I like how Ana Balona explains how CCC narrative works through attention to visual details rather than relying on plot cues.
I'm not sure I understand the horizontal/vertical dialectic there. No horizontal tracking shots, OK, most are static shots. But how does it make it a "vertical" film? I can't put my finger on the meaning of this "vertical tension", however I wholeheartedly agree with this "absolutification of the present moment", "raw filmic continuity" !
"Besides the paused rhythm, there is an excruciating silence, cut only by the characters’ words and the apparently unpremeditated mechanical and human sounds penetrating the neighbourhoods and rooms where action slowly unfolds. No other soundtrack is heard. Furthermore, actors spend many hours rehearsing each scene and line with the director to reach an outcome of nude simplicity and precision with an almost emotionally inexpressive declamatory effect.What Costa says about the presence of an underlying/implicit subtle psychology within the characters is very interesting. He admits not to go for the versimilitude of a documentary, so the essence of CCC is not necessarily "absolute realism", but an asymptotic approach to the Real. And unlike TV or melodrama, this tentative mimetism of reality is not obtained through dramatisation (synthetic caricature of emotions) but by decomposition of life-like moments, in their context, with awkward timing, uncomfortable silences... instead of a perfect theatrical timing that pumps up the audience on cue.
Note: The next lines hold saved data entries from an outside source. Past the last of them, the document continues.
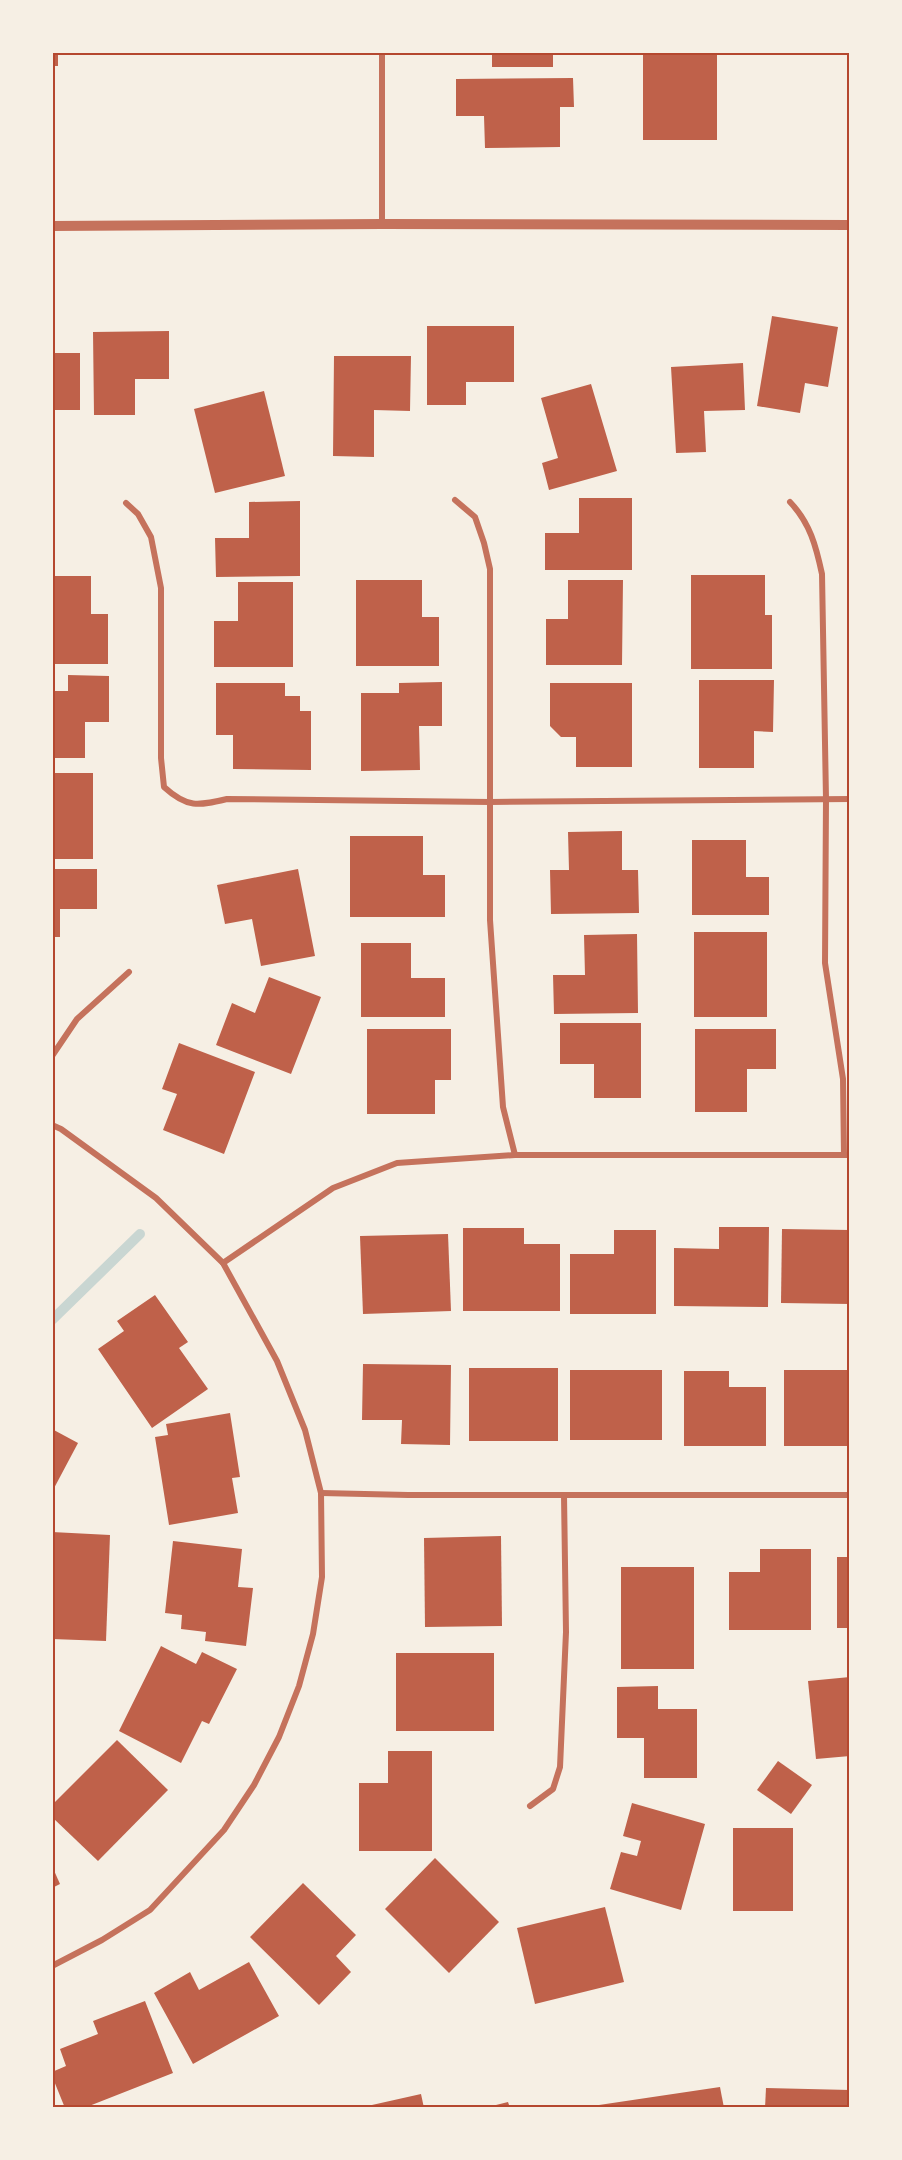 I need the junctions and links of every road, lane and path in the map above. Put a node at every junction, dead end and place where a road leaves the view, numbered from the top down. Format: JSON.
{"nodes":[{"id":1,"x":382,"y":52,"type":"edge"},
{"id":2,"x":382,"y":224,"type":"junction"},
{"id":3,"x":849,"y":225,"type":"edge"},
{"id":4,"x":52,"y":226,"type":"edge"},
{"id":5,"x":455,"y":500,"type":"dead end"},
{"id":6,"x":790,"y":502,"type":"dead end"},
{"id":7,"x":126,"y":503,"type":"dead end"},
{"id":8,"x":826,"y":799,"type":"junction"},
{"id":9,"x":849,"y":799,"type":"edge"},
{"id":10,"x":489,"y":802,"type":"junction"},
{"id":11,"x":129,"y":972,"type":"dead end"},
{"id":12,"x":52,"y":1056,"type":"edge"},
{"id":13,"x":52,"y":1125,"type":"edge"},
{"id":14,"x":515,"y":1155,"type":"junction"},
{"id":15,"x":847,"y":1155,"type":"edge"},
{"id":16,"x":223,"y":1263,"type":"junction"},
{"id":17,"x":321,"y":1493,"type":"junction"},
{"id":18,"x":564,"y":1495,"type":"junction"},
{"id":19,"x":849,"y":1495,"type":"edge"},
{"id":20,"x":531,"y":1806,"type":"dead end"},
{"id":21,"x":52,"y":1966,"type":"edge"}],
"edges":[{"from":1,"to":2,"type":"street"},
{"from":2,"to":3,"type":"street"},
{"from":2,"to":4,"type":"street"},
{"from":5,"to":10,"type":"street"},
{"from":6,"to":8,"type":"street"},
{"from":7,"to":10,"type":"street"},
{"from":8,"to":9,"type":"street"},
{"from":8,"to":10,"type":"street"},
{"from":8,"to":15,"type":"street"},
{"from":10,"to":14,"type":"street"},
{"from":11,"to":12,"type":"street"},
{"from":13,"to":16,"type":"street"},
{"from":14,"to":15,"type":"street"},
{"from":14,"to":16,"type":"street"},
{"from":16,"to":17,"type":"street"},
{"from":17,"to":18,"type":"street"},
{"from":17,"to":21,"type":"street"},
{"from":18,"to":19,"type":"street"},
{"from":18,"to":20,"type":"street"}]}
Dennis Lim wrote that ‘[In Vanda’s Room] feels at times like a documentary but is actually the result of long conversations and multiple takes. Ms. Duarte [Vanda] and her friends, who sit around, talk, prepare heroin fixes, smoke and shoot up, are not documentary subjects so much as actors playing themselves’ (Dennis Lim, ‘Director’s Quest for Truth Among the Downtrodden’, in NYT). In this context, Straub, who also works with non-professional actors, said what Costa could perhaps have said about his own work: ‘some people have the impression – because we reject verisimilitude and TV-style cinema … – that there is no psychology in our films. But that’s not true. All this is psychology. There is no psychology in terms of the performance of the actor because there is a dramatic abstraction that goes deeper than so-called verisimilitude. But it’s there, in between the shots, in the very montage and in the way the shots are linked to each other, it is extremely subtle psychology’ (Jean-Marie Straub, in Pedro Costa, Où gît votre sourire enfoui?/ Onde jaz o teu sorriso? / Where Does Your Hidden Smile Lie?, 2001)."
"In Colossal Youth, some of this vertically mute tension is slightly released only when Ventura plays a Cape Verdean record and we listen in to its warmly melancholic musical murmur. As Straub put it, there is no ‘musical soup’ to help sustain the lack of idea and form."Absence of soundtrack, emphasis on real-life ambient sounds, of course.